El día seguía su curso y el circuito nos ofrecía una nueva estación, la Casa Negra, o como se conoce en tailandés, Baan Dam. Este peculiar sitio rodeado de naturaleza, esconde los más interesantes objetos en distintos galpones a lo largo de un sombrío jardín.

La Casa Negra en sí, es un museo contemporáneo construido por el pintor y arquitecto tailandés Thawan Duchanee. En su interior se puede interactuar con pinturas que al escanearse desde Instagram cobran vida en la pantalla de tu celular.

El lóbrego color marrón de la estructura no alcanza a contrastar con el granate de las paredes. Esta combinación un tanto sombría convierte a este lugar en uno más bien tétrico. Sobre todo porque está lleno de herramientas antiguas, calaveras y pieles de animales, y eso torna a ratos el recorrido en una experiencia que te pone los pelos de punta.

Varias horas de caminar bajo un incesante sol y una humedad abrasadora, puede minar la voluntad de cualquiera, nuestro afán por seguir descubriendo recovecos en cada parada, seguía incólume.

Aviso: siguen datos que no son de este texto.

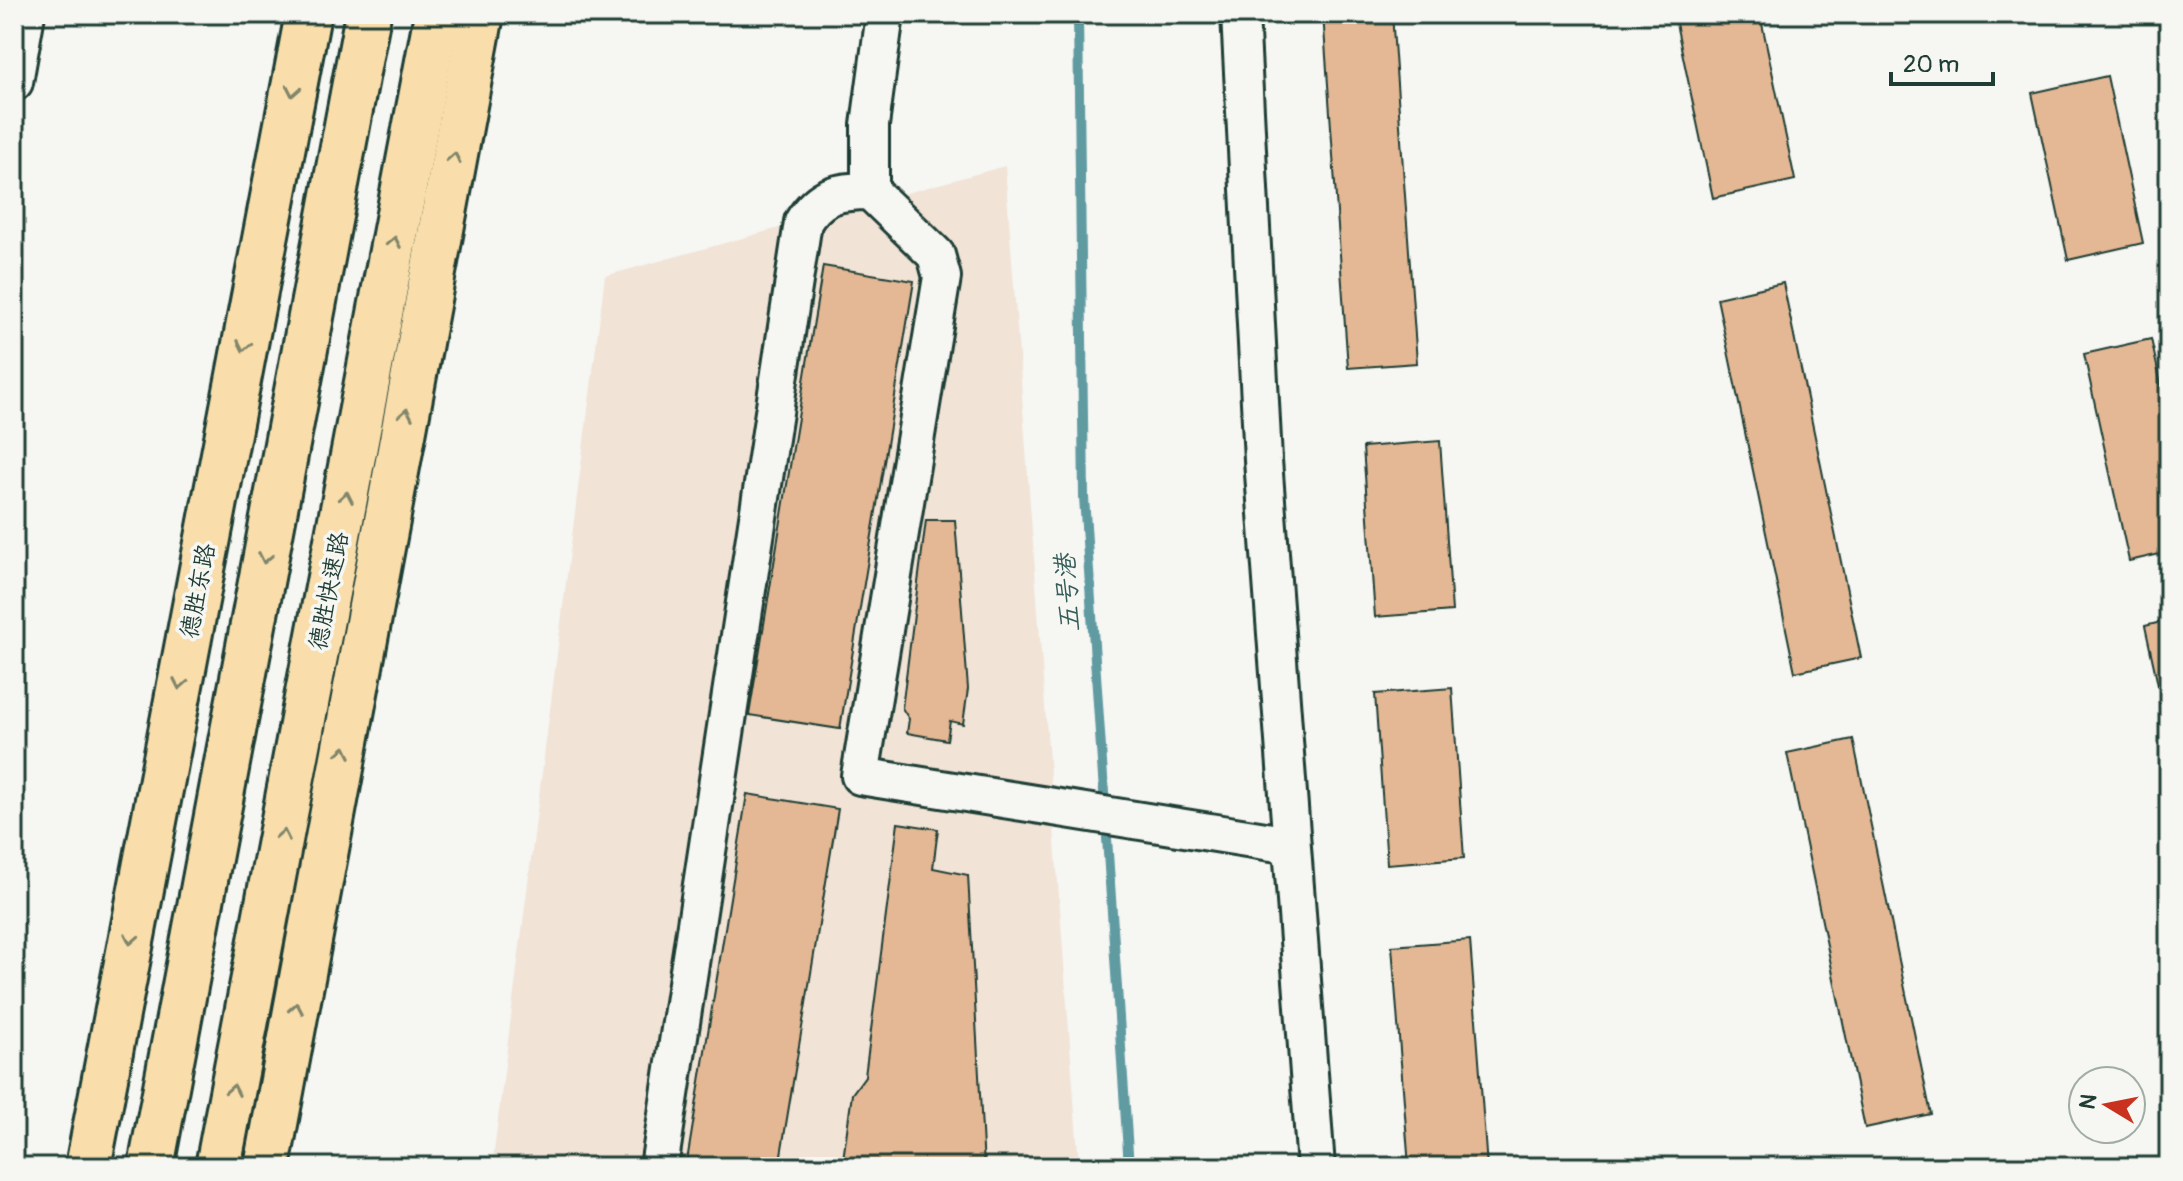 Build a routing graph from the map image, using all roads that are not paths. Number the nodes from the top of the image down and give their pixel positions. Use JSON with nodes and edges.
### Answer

En particular, no conocía enteramente el itinerario del día, no sabía cuáles lugares de interés incluía el tour, me fui enterando de a poco. Es así como ignoraba completamente que había presencia de las mujeres Padaung en la zona y mucho menos esperaba que visitáramos una villa de esas.

Estas mujeres son parte de la etnia Kayan — sub grupo de la famosa etnia Karenni — burdamente llamadas “mujeres jirafa”. Esas que a lo largo de los años suman más anillos a su cuello al punto de lucir con esa extremidad alargada y un tanto anormal.

La información que ronda alrededor de esta tribu, es que son de origen tibeto-birmano (Myanmar) y que tras los múltiples conflictos que ha vivido dicho país en los últimos treinta y tantos años se han visto forzadas a situarse en los parajes más lejanos entre la frontera de Myanmar y Tailandia.

Hay muchos rumores dramáticos sobre la existencia de estas mujeres y el “uso” que le dan en Tailandia para el turismo, algo así como un “pago” para poder quedarse, dicen. Hay afirmaciones que se contradicen al momento de describir las penurias y vivencias que esta gente ha tenido que sobrellevar para llegar allí, sea cual sea el caso es difícil leer su verdadera realidad.

Lo cierto es que visitar una de sus aldeas, en las condiciones en las que fuimos, es una situación que enfrenta el morbo con el virtuosismo de una lucha por subsistir, relato que te cuentan que suena como un intento justificar el turismo — un tanto inhumano — en torno a estas mujeres.

Vagar entre los puestos de artesanía, divisar ancianas alicaídas o jóvenes niñas que ya acumulan varios anillos en sus cuellos, desempeñando roles en telares y otras maquinarias es una experiencia extraña, te sientes tan fuera de lugar sosteniendo tu cámara y actitud de turista perdido. Es una suerte de comprobación de realidad que hace colisionar la moral en tu interior.

Tras la intensa visita, el día terminaba a los pies de la ribera del río Mekong, con el enorme buda dorado que vigilia el afluente en el Triángulo de Oro, desde donde se puede divisar territorio tailandés, birmano y laosiano. Ese confín del sudeste asiático con el cual no hay ley, según vocifera la gente local.

Entonces tomamos un breve paseo en bote, junto otro grupo, presenciamos una incomprensible alocución de nuestro guía, disfrutamos unas cuantas cervezas para refrescar la puesta de sol. Y la jornada comenzaba a cerrarse gratamente, aunque nos quedaba aún el viaje de regreso.